By default, Dagster will generate asset keys for each Power BI asset based on its type and name and populate default metadata. You can further customize asset properties by using Definitions.map_asset_specs, which applies a function of your choosing to each asset.

from dagster_powerbi import PowerBIServicePrincipal, PowerBIWorkspace
from dagster_powerbi.translator import PowerBIContentData

from dagster import EnvVar
from dagster._core.definitions.asset_key import AssetKey
from dagster._core.definitions.asset_spec import AssetSpec

resource = PowerBIWorkspace(
    credentials=PowerBIServicePrincipal(
        client_id=EnvVar("POWER_BI_CLIENT_ID"),
        client_secret=EnvVar("POWER_BI_CLIENT_SECRET"),
        tenant_id=EnvVar("POWER_BI_TENANT_ID"),
    ),
    workspace_id=EnvVar("POWER_BI_WORKSPACE_ID"),
)


def customize_powerbi_asset(spec: AssetSpec) -> AssetSpec:
    # We prefix all dashboard asset keys with "powerbi-dashboard" for
    # organizational purposes
    key = spec.key
    if spec.metadata["dagster-powerbi/asset-type"] == "dashboard":
        key = key.with_prefix("powerbi-dashboard")

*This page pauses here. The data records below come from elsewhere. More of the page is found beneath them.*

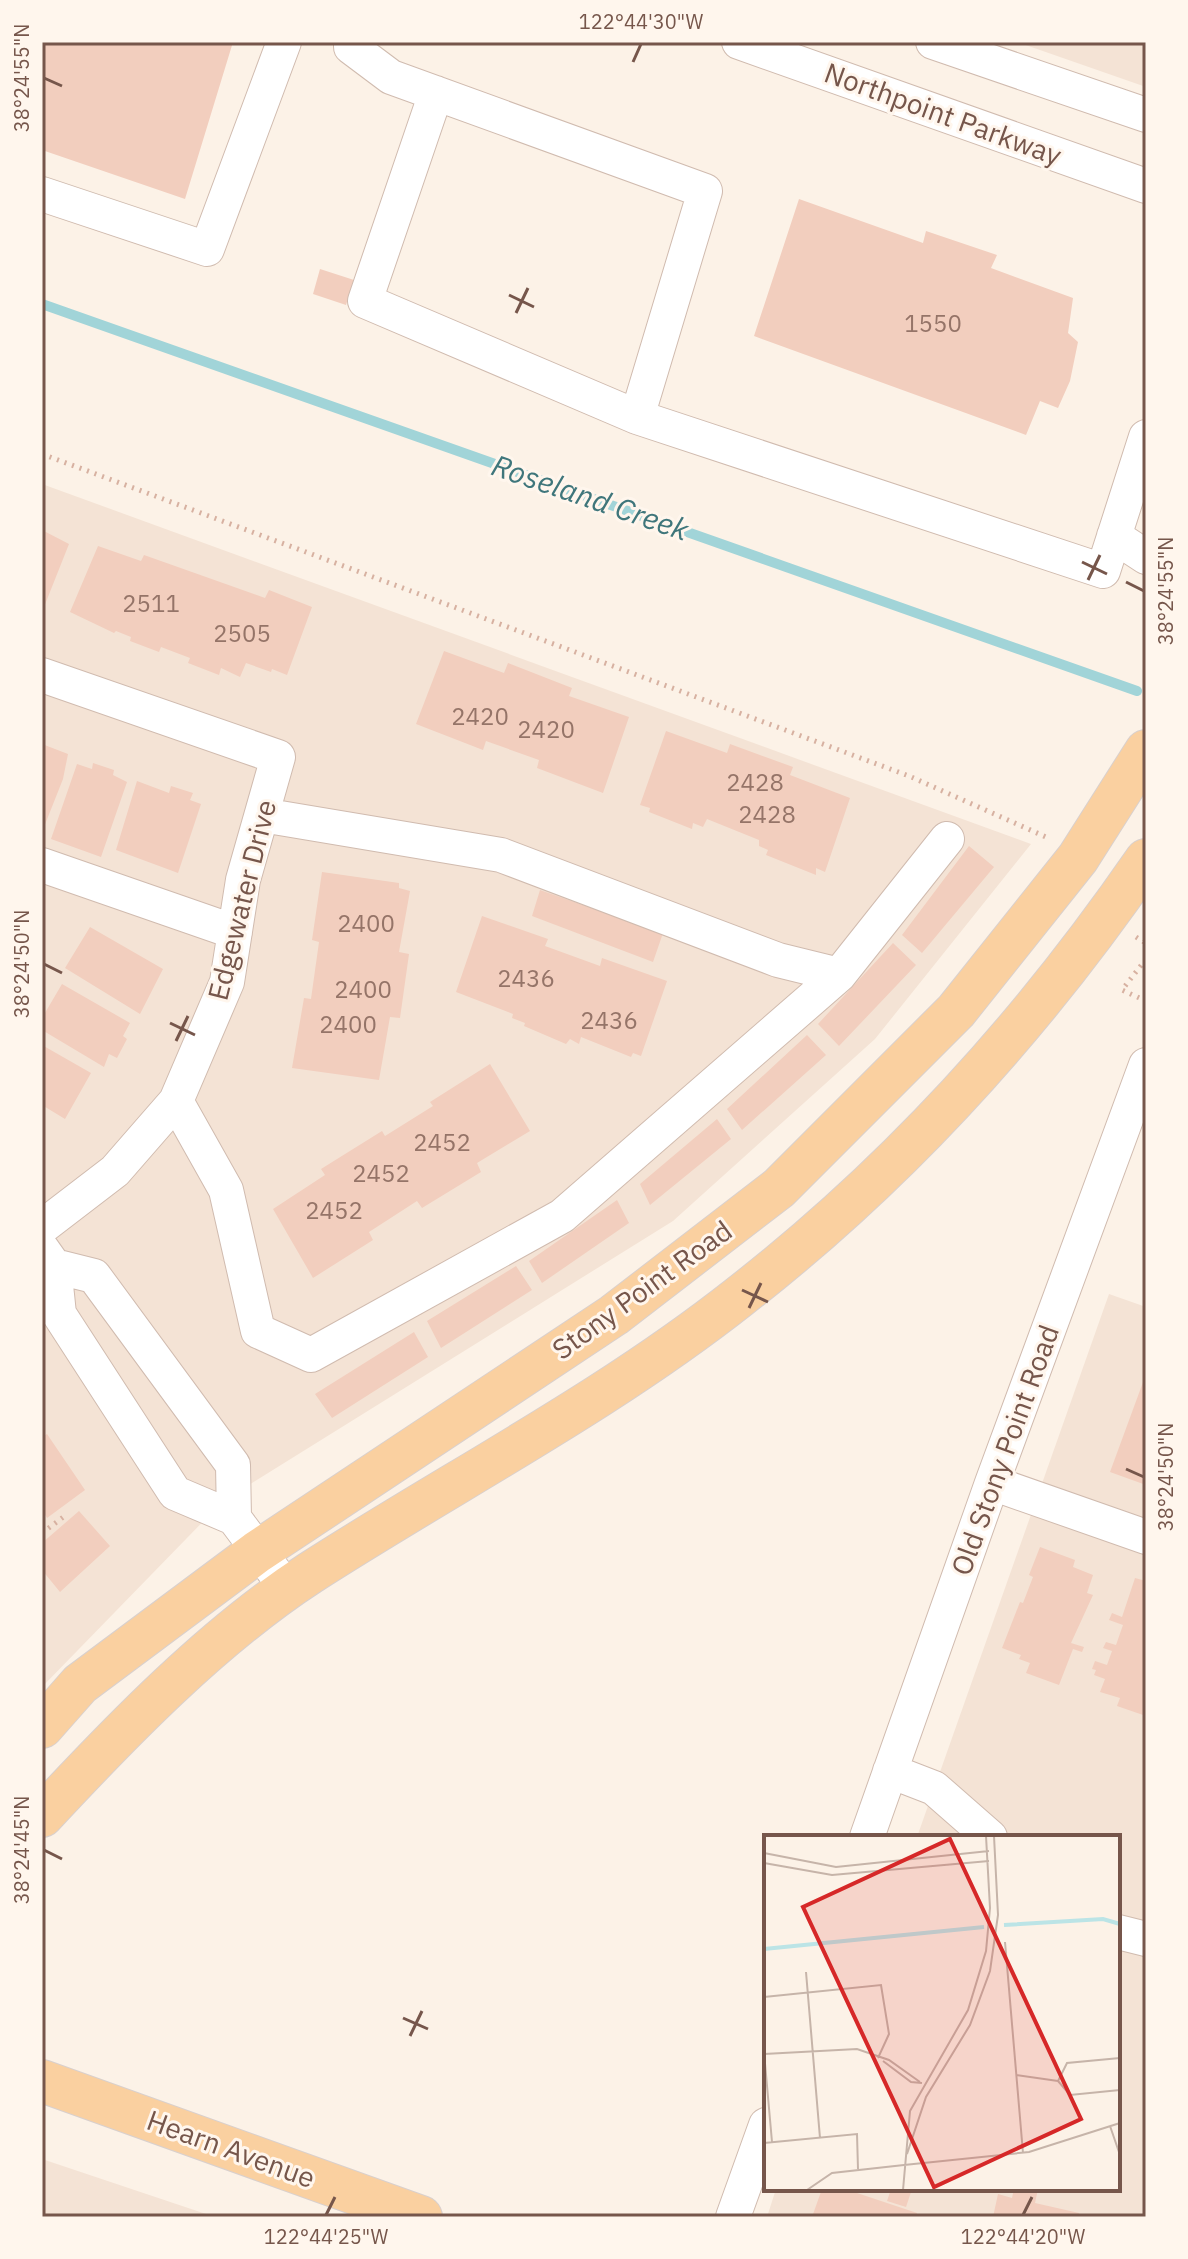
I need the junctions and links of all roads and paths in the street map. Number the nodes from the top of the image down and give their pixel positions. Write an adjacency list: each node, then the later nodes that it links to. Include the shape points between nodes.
1 (284, 42): 8 (street, via 207,249)
2 (351, 42): 5 (street, via 391,77)
3 (739, 42): 7 (street, Northpoint Parkway)
4 (933, 42): 6 (street)
5 (436, 93): 9 (street, via 365,301); 9 (street, via 705,191)
6 (1146, 115)
7 (1146, 186)
8 (42, 194)
9 (637, 417): 12 (street, via 1103,571)
10 (1146, 437): 12 (street)
11 (42, 454): 18 (path, via 909,776 1052,839)
12 (1130, 538): 13 (street)
13 (1146, 557)
14 (42, 675): 16 (street, Edgewater Drive, via 278,757)
15 (1146, 751): 18 (main road, Stony Point Road)
16 (262, 815): 22 (street, Edgewater Drive); 25 (street, via 501,855 778,960)
17 (947, 839): 25 (street)
18 (1078, 858): 34 (main road, Stony Point Road, via 956,1011 779,1188 614,1315)
19 (1146, 860): 21 (main road, Stony Point Road)
20 (42, 865): 22 (street)
21 (1104, 916): 23 (path); 36 (main road, Stony Point Road, via 1043,999 939,1115 865,1189 740,1297 634,1372)
22 (235, 932): 28 (street, Edgewater Drive, via 227,982)
23 (1146, 939)
24 (1146, 959): 26 (path, via 1122,990)
25 (839, 975): 28 (street, via 562,1216 311,1355 258,1331 226,1190)
26 (1146, 1001)
27 (1146, 1065): 31 (street, Old Stony Point Road)
28 (176, 1101): 29 (street, Edgewater Drive, via 115,1171)
29 (42, 1227)
30 (48, 1258): 34 (street, via 59,1314 175,1493); 34 (street, via 94,1276 233,1465)
31 (992, 1483): 35 (street); 38 (street, Old Stony Point Road)
32 (66, 1515): 33 (path)
33 (42, 1533)
34 (247, 1534): 36 (street); 37 (main road, Stony Point Road, via 80,1684)
35 (1146, 1537)
36 (288, 1590): 39 (main road, Stony Point Road, via 117,1735)
37 (42, 1727)
38 (890, 1771): 40 (street, Old Stony Point Road); 41 (street, via 934,1788)
39 (42, 1816)
40 (868, 1835)
41 (988, 1835)
42 (1120, 1932): 43 (street)
43 (1146, 1939)
44 (42, 2081): 46 (main road, Hearn Avenue)
45 (764, 2131): 47 (street)
46 (421, 2217)
47 (733, 2217)

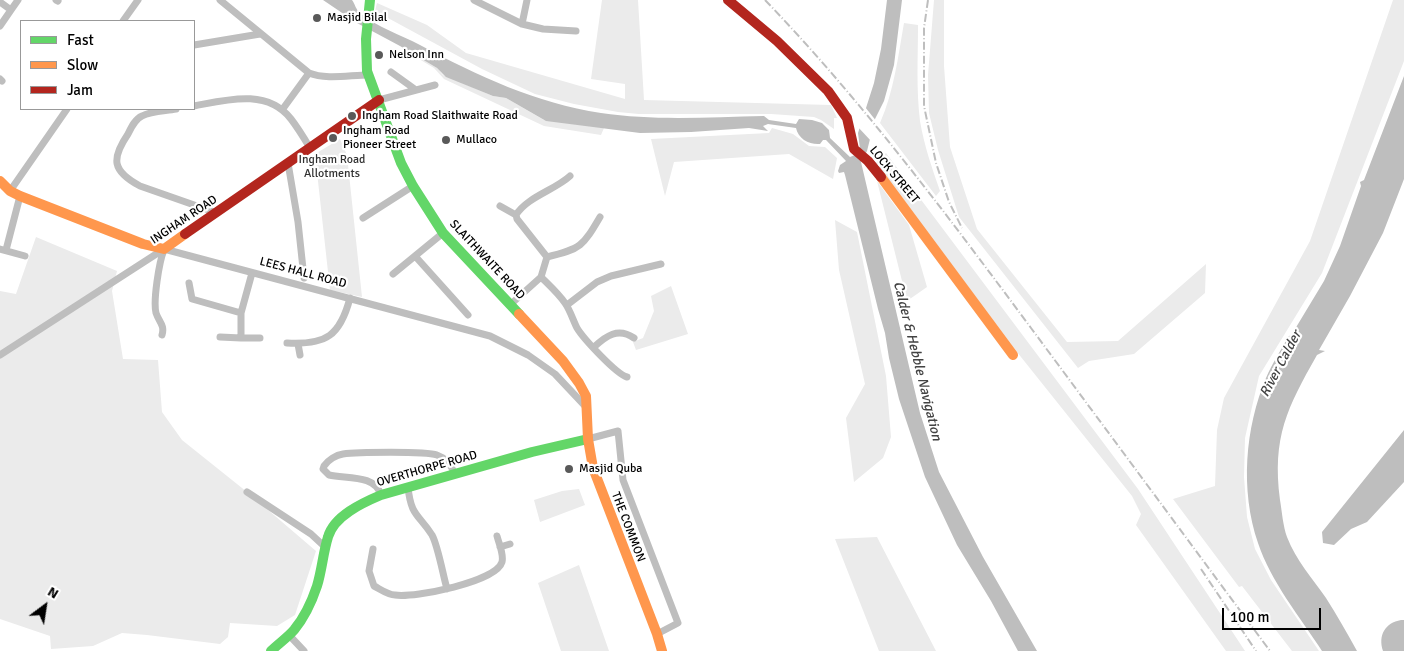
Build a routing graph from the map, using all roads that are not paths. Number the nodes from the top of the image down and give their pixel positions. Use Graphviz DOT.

    return spec._replace(key=key, owners="my_team")


defs = resource.build_defs().map_asset_specs(customize_powerbi_asset)

Load Power BI assets from multiple workspaces#

Definitions from multiple Power BI workspaces can be combined by instantiating multiple PowerBIWorkspace resources and merging their definitions. This lets you view all your Power BI assets in a single asset graph:

from dagster_powerbi import PowerBIServicePrincipal, PowerBIWorkspace

from dagster import Definitions, EnvVar

credentials = PowerBIServicePrincipal(
    client_id=EnvVar("POWER_BI_CLIENT_ID"),
    client_secret=EnvVar("POWER_BI_CLIENT_SECRET"),
    tenant_id=EnvVar("POWER_BI_TENANT_ID"),
)

sales_team_workspace = PowerBIWorkspace(
    credentials=credentials,
    workspace_id="726c94ff-c408-4f43-8edf-61fbfa1753c7",
)

marketing_team_workspace = PowerBIWorkspace(
    credentials=credentials,
    workspace_id="8b7f815d-4e64-40dd-993c-cfa4fb12edee",
)

# We use Definitions.merge to combine the definitions from both workspaces
# into a single set of definitions to load
defs = Definitions.merge(
    sales_team_workspace.build_defs(),
    marketing_team_workspace.build_defs(),
)

Materialize Power BI semantic models from Dagster#

Dagster's default behavior is to pull in representations of Power BI semantic models as external assets, which appear in the asset graph but can't be materialized. However, you can instruct Dagster to allow you to materialize these semantic models, refreshing them, by passing enable_refresh_semantic_models=True to the build_defs() function:

import uuid
from typing import cast

from dagster_powerbi import PowerBIServicePrincipal, PowerBIWorkspace

from dagster import Definitions, EnvVar, asset, define_asset_job

resource = PowerBIWorkspace(
    credentials=PowerBIServicePrincipal(
        client_id=EnvVar("POWER_BI_CLIENT_ID"),
        client_secret=EnvVar("POWER_BI_CLIENT_SECRET"),
        tenant_id=EnvVar("POWER_BI_TENANT_ID"),
    ),
    workspace_id=EnvVar("POWER_BI_WORKSPACE_ID"),
)
defs = resource.build_defs(enable_refresh_semantic_models=True)

You can then add these semantic models to jobs or as targets of Dagster sensors or schedules to trigger refreshes of the models on a cadence or based on other conditions.